Rosyjska baza wojskowa w Giumri w Armenii mogłaby zostać rozbudowana – ocenił w wywiadzie dla agencji RIA Nowosti armeński minister obrony Wagarszak Arutiunjan. Mówił również o dyslokacji części rosyjskich sił bliżej granicy z Azerbejdżanem po konflikcie o separatystyczny Górski Karabach.
- Kwestia rozbudowy i wzmocnienia rosyjskiej bazy wojskowej na terytorium Armenii zawsze była aktualna i strona armeńska była tym zainteresowana - oświadczył Wagarszak Arutiunjan w poniedziałkowym wywiadzie dla rosyjskiej agencji RIA Nowosti.
Minister obrony Armenii nie ujawnił, czy są jakieś konkretne plany potencjalnego zwiększenia obecności sił rosyjskich w Armenii.
W Giumri, w północno-zachodniej części Armenii, stacjonuje 102. baza wojskowa (licząca ponad 4 tys. żołnierzy), uznawana za jeden z najważniejszych punktów strategicznych wojsk rosyjskich na Kaukazie Południowym. Jak informowały wcześniej rosyjskie media, za stacjonowanie bazy Moskwa nie płaci.

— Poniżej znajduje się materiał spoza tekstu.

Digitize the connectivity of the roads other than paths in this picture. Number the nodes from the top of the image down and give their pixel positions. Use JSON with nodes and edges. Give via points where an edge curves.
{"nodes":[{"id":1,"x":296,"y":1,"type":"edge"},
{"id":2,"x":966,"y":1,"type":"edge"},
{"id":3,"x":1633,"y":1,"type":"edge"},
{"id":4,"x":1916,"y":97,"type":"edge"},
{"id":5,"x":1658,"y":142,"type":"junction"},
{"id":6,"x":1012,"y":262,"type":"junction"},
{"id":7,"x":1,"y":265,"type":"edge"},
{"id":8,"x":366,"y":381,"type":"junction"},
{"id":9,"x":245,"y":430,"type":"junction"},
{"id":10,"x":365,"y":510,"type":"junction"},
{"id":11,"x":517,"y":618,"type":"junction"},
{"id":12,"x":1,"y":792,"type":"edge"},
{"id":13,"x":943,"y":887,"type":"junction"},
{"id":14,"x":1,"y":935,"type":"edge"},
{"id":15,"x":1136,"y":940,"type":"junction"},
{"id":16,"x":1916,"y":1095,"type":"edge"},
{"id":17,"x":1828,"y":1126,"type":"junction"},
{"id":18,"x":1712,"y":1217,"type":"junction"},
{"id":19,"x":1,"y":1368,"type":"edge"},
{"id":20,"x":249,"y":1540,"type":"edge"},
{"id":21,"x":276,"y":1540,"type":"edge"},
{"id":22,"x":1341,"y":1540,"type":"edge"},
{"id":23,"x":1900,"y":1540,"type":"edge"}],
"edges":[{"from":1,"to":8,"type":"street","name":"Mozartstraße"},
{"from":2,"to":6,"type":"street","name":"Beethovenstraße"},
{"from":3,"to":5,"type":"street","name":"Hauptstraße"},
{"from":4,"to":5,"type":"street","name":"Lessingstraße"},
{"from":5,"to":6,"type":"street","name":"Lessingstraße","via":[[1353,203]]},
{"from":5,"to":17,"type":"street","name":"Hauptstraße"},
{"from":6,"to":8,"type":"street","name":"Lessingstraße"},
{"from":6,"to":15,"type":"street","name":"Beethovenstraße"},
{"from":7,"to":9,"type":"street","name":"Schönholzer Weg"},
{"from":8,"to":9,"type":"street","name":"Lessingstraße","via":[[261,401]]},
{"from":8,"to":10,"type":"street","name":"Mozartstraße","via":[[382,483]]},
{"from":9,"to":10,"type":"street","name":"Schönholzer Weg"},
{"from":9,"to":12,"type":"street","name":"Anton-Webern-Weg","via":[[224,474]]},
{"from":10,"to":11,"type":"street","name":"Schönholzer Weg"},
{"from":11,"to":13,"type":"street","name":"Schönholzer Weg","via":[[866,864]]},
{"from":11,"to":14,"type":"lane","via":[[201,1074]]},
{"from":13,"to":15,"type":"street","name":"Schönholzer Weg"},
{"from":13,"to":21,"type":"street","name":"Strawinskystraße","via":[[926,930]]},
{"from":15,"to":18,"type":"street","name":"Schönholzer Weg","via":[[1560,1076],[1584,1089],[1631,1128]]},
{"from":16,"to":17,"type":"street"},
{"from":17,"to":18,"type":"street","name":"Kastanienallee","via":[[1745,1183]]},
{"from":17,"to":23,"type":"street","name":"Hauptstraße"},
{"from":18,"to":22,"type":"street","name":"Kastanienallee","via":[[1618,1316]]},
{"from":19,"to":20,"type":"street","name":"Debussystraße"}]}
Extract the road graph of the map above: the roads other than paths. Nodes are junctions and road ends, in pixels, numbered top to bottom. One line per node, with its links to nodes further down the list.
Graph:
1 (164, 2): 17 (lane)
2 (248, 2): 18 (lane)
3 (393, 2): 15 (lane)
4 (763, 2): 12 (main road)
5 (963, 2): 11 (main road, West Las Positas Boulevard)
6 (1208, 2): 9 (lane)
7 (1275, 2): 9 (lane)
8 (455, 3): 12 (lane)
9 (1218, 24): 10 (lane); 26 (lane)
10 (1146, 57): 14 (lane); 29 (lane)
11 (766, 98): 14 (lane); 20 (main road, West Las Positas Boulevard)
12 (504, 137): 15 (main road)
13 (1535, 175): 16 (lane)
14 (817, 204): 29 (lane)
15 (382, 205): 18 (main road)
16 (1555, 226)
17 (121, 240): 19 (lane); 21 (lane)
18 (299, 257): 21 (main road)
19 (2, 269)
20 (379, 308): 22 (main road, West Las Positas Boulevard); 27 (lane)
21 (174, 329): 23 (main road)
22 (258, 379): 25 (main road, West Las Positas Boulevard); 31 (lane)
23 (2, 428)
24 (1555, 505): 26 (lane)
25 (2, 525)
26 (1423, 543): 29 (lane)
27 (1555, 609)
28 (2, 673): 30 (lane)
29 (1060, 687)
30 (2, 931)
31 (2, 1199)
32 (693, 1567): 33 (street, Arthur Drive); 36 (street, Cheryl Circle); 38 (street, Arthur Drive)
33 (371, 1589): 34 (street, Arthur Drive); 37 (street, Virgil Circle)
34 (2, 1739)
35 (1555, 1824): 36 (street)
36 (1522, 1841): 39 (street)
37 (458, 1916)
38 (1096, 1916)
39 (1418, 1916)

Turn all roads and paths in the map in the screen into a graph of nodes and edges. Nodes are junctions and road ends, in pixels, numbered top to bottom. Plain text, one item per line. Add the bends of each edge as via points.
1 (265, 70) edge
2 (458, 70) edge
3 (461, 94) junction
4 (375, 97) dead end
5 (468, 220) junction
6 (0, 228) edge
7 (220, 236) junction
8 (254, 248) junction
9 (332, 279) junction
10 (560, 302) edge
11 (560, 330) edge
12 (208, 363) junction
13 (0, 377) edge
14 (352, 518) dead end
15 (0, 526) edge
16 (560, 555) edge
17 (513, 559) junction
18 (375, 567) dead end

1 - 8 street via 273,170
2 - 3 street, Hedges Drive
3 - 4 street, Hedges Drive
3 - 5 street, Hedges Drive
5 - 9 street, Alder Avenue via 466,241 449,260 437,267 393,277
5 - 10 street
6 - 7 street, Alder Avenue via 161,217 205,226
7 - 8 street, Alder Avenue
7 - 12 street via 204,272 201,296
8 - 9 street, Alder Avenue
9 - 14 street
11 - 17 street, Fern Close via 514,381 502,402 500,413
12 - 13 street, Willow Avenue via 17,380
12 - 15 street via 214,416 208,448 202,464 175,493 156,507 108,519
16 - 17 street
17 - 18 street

Umowa w sprawie jej dzierżawy została przedłużona do 2044 roku.
Druga rosyjska baza w Armenii?
Politycy armeńskiej opozycji wezwali do utworzenia w kraju drugiej rosyjskiej bazy w pobliżu miejscowości Sjunik, graniczącej z Górskim Karabachem.
Arutiunjan powiedział, że nie widzi potrzeby formalnego otwierania przez Rosję drugiej bazy wojskowej, ale poinformował, że oba kraje rozważają wysłanie jednostki wojskowej z istniejącej rosyjskiej bazy do wschodniej części kraju bliżej granicy z Azerbejdżanem. Jednocześnie nie ujawnił celu potencjalnego przeniesienia sił ani ich dokładnej lokalizacji.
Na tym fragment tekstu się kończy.